ASSIGNMENT
Repeat the following entries verbatim, apart from the pictures.

----

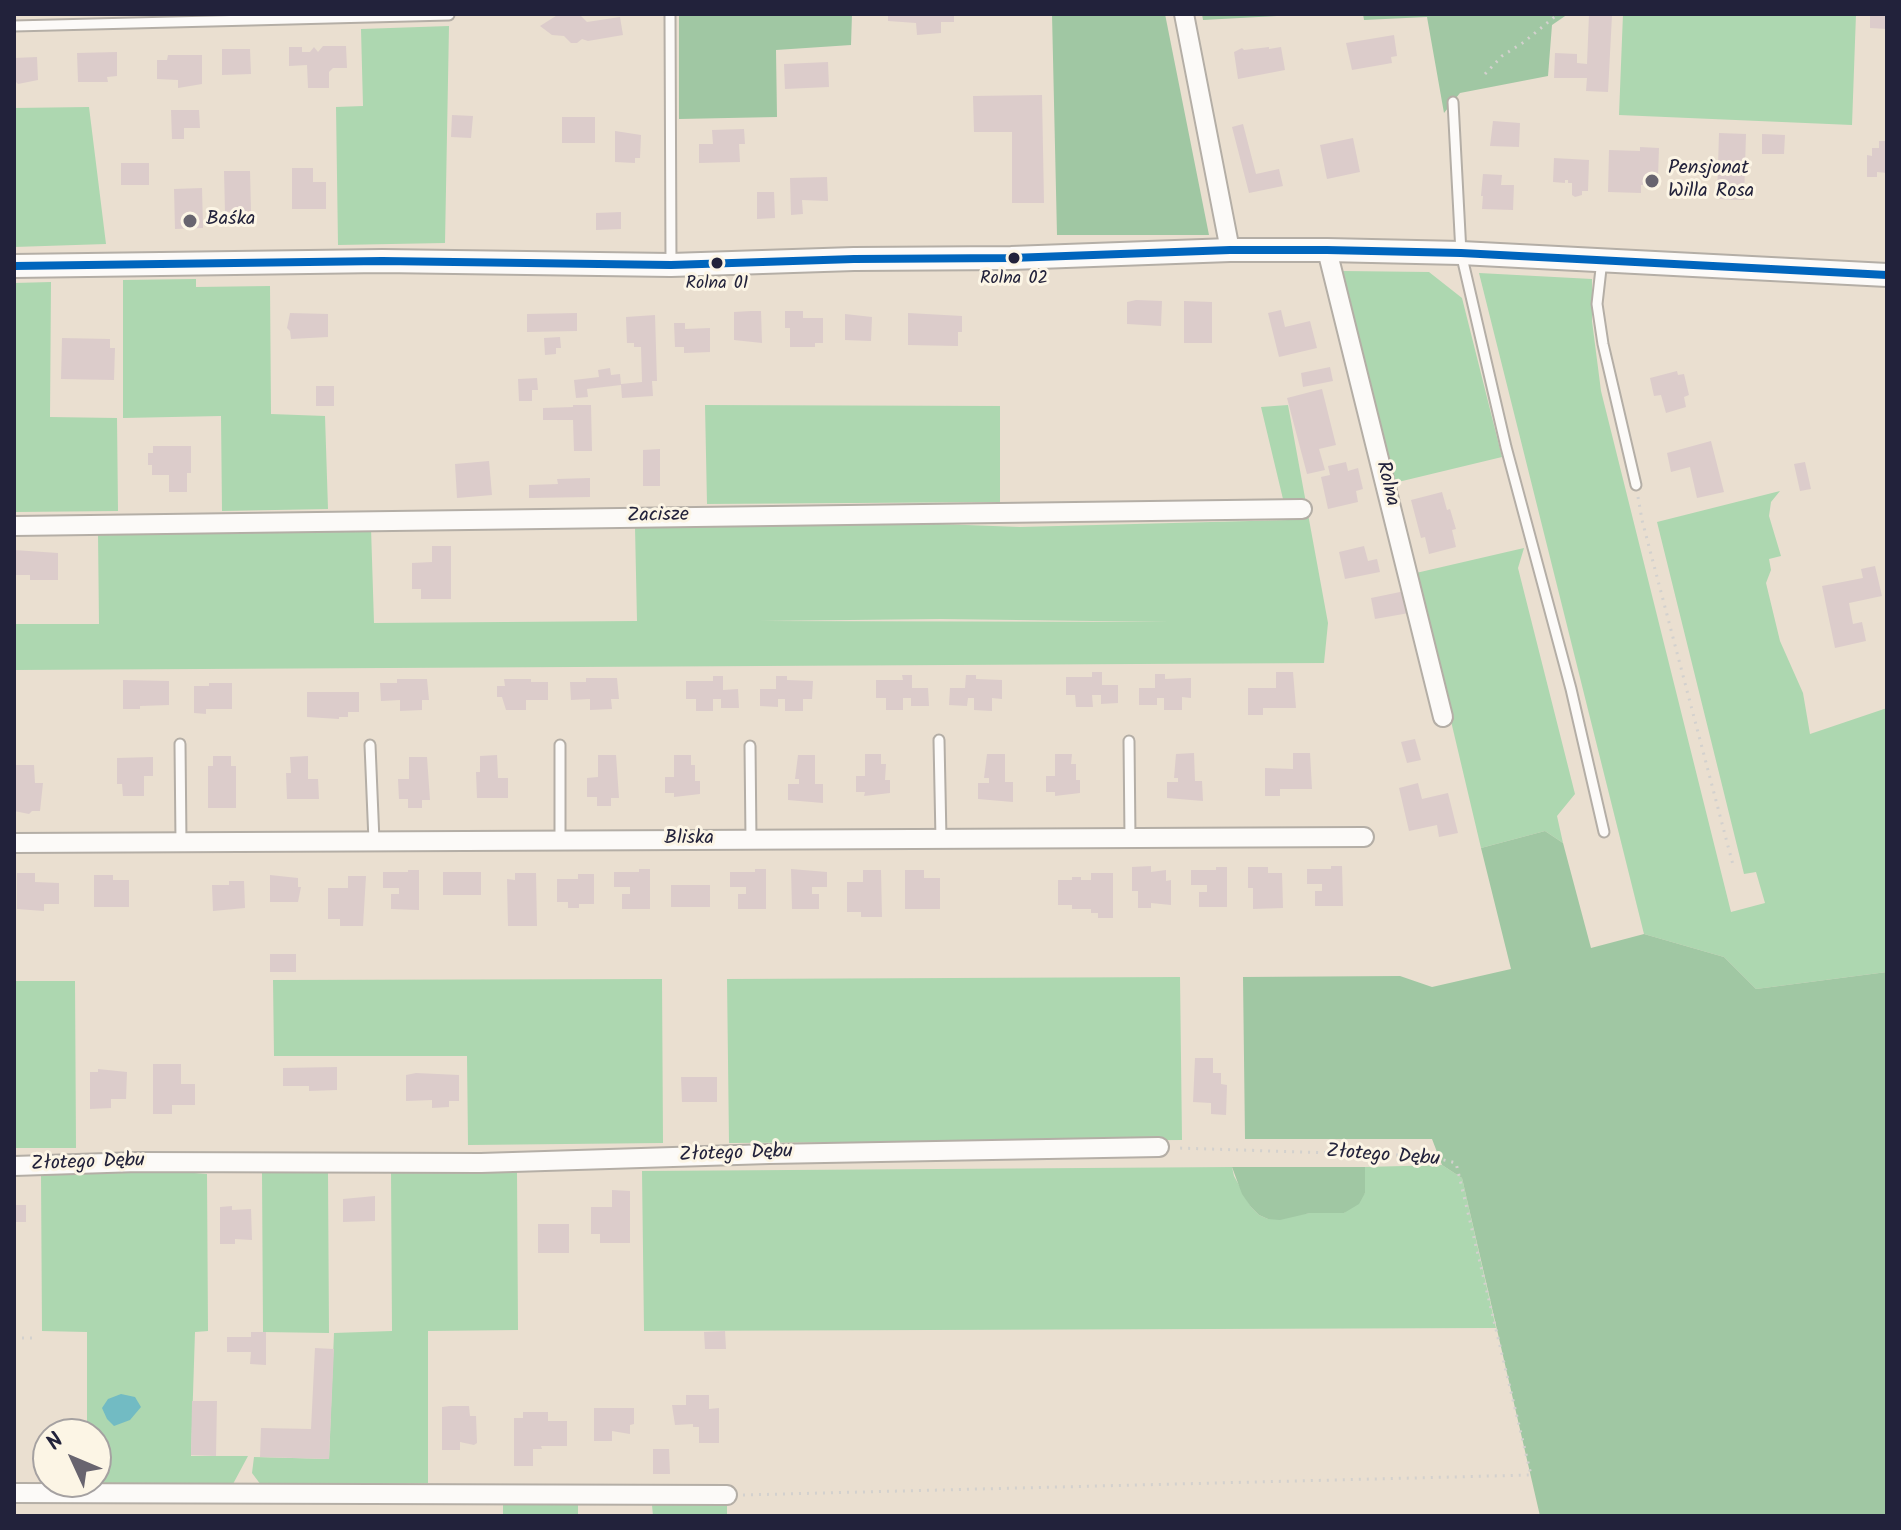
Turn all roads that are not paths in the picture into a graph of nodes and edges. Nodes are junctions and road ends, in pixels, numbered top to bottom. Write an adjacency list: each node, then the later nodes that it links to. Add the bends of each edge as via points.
1 (670, 14): 10 (lane)
2 (1184, 14): 6 (street)
3 (449, 15): 4 (lane)
4 (14, 26)
5 (1453, 102): 8 (lane)
6 (1230, 250): 7 (street); 10 (street)
7 (1327, 250): 8 (street); 16 (street, Rolna)
8 (1461, 253): 9 (street); 23 (lane)
9 (1602, 260): 12 (street); 13 (lane, via 1597,304)
10 (671, 265): 11 (street, via 382,261)
11 (14, 266)
12 (1887, 275)
13 (1636, 485)
14 (1302, 509): 15 (street, Zacisze)
15 (14, 526)
16 (1443, 717)
17 (939, 740): 26 (lane)
18 (1129, 741): 25 (lane)
19 (180, 744): 30 (lane)
20 (370, 745): 28 (lane)
21 (560, 745): 29 (lane)
22 (750, 746): 27 (lane)
23 (1604, 832)
24 (1364, 837): 25 (street, Bliska)
25 (1130, 838): 26 (street, Bliska)
26 (941, 839): 27 (street, Bliska)
27 (751, 840): 29 (street, Bliska)
28 (374, 841): 29 (street, Bliska); 30 (street, Bliska)
29 (560, 841)
30 (181, 842): 31 (street, Bliska)
31 (14, 843)
32 (1159, 1147): 33 (street, Złotego Dębu, via 481,1163)
33 (14, 1166)
34 (14, 1493): 35 (street)
35 (727, 1495)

----

FINISHED TASK
Turn all roads that are not paths in the picture into a graph of nodes and edges. Nodes are junctions and road ends, in pixels, numbered top to bottom. Write an adjacency list: each node, then the later nodes that it links to. Add the bends of each edge as via points.
1 (670, 14): 10 (lane)
2 (1184, 14): 6 (street)
3 (449, 15): 4 (lane)
4 (14, 26)
5 (1453, 102): 8 (lane)
6 (1230, 250): 7 (street); 10 (street)
7 (1327, 250): 8 (street); 16 (street, Rolna)
8 (1461, 253): 9 (street); 23 (lane)
9 (1602, 260): 12 (street); 13 (lane, via 1597,304)
10 (671, 265): 11 (street, via 382,261)
11 (14, 266)
12 (1887, 275)
13 (1636, 485)
14 (1302, 509): 15 (street, Zacisze)
15 (14, 526)
16 (1443, 717)
17 (939, 740): 26 (lane)
18 (1129, 741): 25 (lane)
19 (180, 744): 30 (lane)
20 (370, 745): 28 (lane)
21 (560, 745): 29 (lane)
22 (750, 746): 27 (lane)
23 (1604, 832)
24 (1364, 837): 25 (street, Bliska)
25 (1130, 838): 26 (street, Bliska)
26 (941, 839): 27 (street, Bliska)
27 (751, 840): 29 (street, Bliska)
28 (374, 841): 29 (street, Bliska); 30 (street, Bliska)
29 (560, 841)
30 (181, 842): 31 (street, Bliska)
31 (14, 843)
32 (1159, 1147): 33 (street, Złotego Dębu, via 481,1163)
33 (14, 1166)
34 (14, 1493): 35 (street)
35 (727, 1495)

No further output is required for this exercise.